▶ [YOUR GOAL] Below are some entries. Copy each line in them that holds "building".

▶ [SUPPLIED INFORMATION]
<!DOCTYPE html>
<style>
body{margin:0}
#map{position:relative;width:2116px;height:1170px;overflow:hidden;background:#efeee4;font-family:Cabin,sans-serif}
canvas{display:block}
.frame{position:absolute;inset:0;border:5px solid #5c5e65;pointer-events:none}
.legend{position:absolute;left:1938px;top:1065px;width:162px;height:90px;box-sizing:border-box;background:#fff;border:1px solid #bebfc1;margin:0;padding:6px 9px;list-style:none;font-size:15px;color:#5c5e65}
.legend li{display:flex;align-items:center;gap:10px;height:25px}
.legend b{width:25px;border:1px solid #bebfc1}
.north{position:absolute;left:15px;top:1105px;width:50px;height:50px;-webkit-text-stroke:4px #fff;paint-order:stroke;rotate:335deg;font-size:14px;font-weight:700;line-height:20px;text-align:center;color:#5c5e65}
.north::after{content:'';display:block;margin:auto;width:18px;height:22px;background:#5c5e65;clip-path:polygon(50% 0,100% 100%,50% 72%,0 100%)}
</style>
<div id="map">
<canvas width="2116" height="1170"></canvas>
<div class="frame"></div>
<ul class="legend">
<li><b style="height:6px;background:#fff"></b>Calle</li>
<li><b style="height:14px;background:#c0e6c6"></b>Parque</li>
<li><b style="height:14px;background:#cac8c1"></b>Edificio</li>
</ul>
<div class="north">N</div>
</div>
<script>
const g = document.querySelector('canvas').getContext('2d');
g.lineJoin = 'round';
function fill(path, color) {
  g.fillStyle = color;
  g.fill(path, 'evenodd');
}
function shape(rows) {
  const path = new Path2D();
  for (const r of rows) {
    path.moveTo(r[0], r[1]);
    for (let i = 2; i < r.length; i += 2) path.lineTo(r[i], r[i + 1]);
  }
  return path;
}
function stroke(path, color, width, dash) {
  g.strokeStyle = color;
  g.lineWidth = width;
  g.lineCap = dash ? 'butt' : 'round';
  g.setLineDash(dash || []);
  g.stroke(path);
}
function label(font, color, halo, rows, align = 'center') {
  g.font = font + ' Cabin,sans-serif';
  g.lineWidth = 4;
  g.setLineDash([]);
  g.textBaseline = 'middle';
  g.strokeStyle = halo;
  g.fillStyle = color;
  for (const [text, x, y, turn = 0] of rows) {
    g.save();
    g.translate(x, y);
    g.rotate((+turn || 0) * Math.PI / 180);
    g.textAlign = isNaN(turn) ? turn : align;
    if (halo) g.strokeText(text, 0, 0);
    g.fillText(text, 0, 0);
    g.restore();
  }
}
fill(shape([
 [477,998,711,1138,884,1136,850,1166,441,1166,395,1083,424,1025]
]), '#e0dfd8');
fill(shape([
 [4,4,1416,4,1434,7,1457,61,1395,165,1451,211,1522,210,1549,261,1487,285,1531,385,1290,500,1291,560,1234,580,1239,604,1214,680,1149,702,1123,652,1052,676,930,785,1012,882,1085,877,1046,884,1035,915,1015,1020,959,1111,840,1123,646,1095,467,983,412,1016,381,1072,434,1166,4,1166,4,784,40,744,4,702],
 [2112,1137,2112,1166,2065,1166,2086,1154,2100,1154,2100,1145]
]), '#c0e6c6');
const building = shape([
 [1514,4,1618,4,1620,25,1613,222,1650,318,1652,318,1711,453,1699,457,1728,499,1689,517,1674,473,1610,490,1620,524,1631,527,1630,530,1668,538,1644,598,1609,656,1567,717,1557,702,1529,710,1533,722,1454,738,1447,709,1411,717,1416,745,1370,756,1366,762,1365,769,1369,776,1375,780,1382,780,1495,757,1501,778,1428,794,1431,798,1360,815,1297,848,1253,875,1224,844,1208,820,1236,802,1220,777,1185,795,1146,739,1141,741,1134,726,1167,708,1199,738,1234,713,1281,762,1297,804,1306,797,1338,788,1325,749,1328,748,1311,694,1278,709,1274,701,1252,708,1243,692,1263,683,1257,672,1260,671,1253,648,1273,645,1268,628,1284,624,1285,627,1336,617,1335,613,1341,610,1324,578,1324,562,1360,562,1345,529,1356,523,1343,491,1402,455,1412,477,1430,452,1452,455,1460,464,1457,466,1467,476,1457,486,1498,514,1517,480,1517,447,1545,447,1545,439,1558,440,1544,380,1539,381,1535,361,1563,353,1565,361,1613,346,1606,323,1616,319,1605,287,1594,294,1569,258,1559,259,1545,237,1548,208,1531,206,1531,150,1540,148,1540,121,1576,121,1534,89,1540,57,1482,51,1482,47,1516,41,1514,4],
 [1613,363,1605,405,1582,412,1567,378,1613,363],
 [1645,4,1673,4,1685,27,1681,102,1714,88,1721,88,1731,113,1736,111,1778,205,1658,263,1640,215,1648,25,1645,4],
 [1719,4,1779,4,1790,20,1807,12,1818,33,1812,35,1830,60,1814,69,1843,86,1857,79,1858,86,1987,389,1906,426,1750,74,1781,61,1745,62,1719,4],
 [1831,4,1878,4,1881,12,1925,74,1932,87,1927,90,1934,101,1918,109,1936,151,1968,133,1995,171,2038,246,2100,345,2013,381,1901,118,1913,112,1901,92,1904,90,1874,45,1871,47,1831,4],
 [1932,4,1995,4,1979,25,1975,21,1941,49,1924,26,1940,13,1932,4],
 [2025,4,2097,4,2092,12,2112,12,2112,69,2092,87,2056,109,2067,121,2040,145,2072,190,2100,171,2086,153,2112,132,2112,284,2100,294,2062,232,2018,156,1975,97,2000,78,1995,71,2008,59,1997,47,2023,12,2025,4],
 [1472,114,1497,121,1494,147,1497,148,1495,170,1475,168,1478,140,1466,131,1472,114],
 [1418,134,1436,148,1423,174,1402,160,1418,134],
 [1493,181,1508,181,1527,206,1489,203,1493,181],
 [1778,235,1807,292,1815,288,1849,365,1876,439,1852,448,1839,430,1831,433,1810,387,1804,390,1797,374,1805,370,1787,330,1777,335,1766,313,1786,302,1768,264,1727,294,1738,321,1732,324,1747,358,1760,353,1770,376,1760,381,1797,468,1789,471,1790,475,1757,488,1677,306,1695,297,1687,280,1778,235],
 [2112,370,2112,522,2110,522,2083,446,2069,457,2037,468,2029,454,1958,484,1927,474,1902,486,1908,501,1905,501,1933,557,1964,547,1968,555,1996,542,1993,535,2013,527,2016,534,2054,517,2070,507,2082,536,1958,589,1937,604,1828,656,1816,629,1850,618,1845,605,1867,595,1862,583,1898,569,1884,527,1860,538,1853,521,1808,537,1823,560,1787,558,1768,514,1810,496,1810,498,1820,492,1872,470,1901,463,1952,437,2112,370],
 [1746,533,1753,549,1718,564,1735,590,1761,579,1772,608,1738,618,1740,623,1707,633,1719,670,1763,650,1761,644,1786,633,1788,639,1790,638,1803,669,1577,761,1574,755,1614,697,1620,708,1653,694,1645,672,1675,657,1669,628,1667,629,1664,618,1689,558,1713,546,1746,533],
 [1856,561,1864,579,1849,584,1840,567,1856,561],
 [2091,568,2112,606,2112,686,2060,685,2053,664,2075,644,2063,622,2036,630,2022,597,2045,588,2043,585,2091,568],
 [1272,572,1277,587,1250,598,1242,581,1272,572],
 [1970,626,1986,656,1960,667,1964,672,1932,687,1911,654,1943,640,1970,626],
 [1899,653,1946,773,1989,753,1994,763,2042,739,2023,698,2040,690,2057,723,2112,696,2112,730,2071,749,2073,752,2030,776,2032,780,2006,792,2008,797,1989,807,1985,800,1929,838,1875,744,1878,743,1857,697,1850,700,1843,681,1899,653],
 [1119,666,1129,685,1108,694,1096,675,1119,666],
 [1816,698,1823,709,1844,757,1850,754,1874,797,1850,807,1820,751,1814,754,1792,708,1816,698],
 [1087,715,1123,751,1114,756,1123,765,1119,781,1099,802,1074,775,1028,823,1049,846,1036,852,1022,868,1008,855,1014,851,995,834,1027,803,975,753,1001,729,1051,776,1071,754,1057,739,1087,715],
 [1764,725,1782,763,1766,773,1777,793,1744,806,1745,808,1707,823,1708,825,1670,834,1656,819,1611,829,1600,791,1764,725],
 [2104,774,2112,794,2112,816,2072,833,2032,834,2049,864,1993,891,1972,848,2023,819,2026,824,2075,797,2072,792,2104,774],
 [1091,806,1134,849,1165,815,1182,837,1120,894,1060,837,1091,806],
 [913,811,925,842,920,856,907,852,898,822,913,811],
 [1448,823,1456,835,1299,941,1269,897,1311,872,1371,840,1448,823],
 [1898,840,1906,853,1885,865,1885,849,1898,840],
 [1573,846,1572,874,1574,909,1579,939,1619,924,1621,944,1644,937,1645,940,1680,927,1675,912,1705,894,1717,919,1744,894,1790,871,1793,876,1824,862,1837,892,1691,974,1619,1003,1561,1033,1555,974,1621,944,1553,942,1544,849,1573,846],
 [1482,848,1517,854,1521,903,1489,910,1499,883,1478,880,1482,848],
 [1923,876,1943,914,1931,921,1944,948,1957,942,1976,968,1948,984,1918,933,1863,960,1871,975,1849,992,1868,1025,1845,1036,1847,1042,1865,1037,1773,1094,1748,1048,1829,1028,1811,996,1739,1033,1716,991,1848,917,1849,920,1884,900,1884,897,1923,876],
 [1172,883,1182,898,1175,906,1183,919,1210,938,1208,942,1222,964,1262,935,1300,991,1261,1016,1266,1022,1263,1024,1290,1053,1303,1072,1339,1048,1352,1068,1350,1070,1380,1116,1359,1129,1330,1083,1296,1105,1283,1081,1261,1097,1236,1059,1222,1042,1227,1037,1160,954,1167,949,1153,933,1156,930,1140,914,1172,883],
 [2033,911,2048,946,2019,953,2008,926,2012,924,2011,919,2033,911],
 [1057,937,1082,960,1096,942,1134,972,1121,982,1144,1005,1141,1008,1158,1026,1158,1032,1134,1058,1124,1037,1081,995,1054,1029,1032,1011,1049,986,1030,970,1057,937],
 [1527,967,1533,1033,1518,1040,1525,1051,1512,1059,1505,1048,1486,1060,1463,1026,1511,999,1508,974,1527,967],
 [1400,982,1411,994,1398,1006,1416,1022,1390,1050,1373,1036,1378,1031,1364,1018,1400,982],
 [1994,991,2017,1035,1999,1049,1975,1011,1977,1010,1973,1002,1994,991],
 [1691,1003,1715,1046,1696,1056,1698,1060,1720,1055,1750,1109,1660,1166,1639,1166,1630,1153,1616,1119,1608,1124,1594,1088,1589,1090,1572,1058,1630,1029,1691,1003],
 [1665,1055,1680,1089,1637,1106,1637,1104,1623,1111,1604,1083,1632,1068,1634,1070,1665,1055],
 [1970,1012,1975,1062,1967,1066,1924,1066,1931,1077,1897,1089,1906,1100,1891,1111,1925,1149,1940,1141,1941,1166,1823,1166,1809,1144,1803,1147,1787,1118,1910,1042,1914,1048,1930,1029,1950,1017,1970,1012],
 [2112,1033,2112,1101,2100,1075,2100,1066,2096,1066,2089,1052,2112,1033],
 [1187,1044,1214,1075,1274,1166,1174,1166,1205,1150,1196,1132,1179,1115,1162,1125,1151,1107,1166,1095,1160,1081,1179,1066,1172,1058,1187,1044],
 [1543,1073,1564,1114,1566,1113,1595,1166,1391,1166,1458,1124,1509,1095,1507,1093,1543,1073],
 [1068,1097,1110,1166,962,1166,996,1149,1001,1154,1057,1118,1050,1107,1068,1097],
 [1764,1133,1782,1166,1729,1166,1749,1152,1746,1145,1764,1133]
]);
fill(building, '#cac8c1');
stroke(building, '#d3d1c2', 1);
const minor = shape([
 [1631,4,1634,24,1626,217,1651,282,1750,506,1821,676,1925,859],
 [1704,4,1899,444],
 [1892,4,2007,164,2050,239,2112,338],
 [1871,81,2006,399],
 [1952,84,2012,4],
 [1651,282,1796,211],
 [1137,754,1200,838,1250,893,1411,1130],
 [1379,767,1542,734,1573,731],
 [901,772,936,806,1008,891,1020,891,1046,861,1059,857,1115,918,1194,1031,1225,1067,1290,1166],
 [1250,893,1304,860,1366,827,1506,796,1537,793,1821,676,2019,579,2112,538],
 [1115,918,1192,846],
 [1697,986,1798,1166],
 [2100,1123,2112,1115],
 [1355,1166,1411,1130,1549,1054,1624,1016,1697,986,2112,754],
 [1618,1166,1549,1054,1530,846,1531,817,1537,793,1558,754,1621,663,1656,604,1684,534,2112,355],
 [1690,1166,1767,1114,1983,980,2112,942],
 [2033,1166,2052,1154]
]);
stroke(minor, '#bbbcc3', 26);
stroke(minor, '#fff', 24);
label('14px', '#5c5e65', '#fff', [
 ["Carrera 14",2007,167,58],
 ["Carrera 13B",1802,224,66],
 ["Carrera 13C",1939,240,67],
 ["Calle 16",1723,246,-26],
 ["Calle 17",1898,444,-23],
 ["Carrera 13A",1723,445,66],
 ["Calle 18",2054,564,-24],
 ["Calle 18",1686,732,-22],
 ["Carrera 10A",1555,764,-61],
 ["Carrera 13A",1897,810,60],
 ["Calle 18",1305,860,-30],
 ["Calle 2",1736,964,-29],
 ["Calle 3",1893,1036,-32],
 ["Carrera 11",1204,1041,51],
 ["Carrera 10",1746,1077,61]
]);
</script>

▶ [THE ANSWER]
const building = shape([
fill(building, '#cac8c1');
stroke(building, '#d3d1c2', 1);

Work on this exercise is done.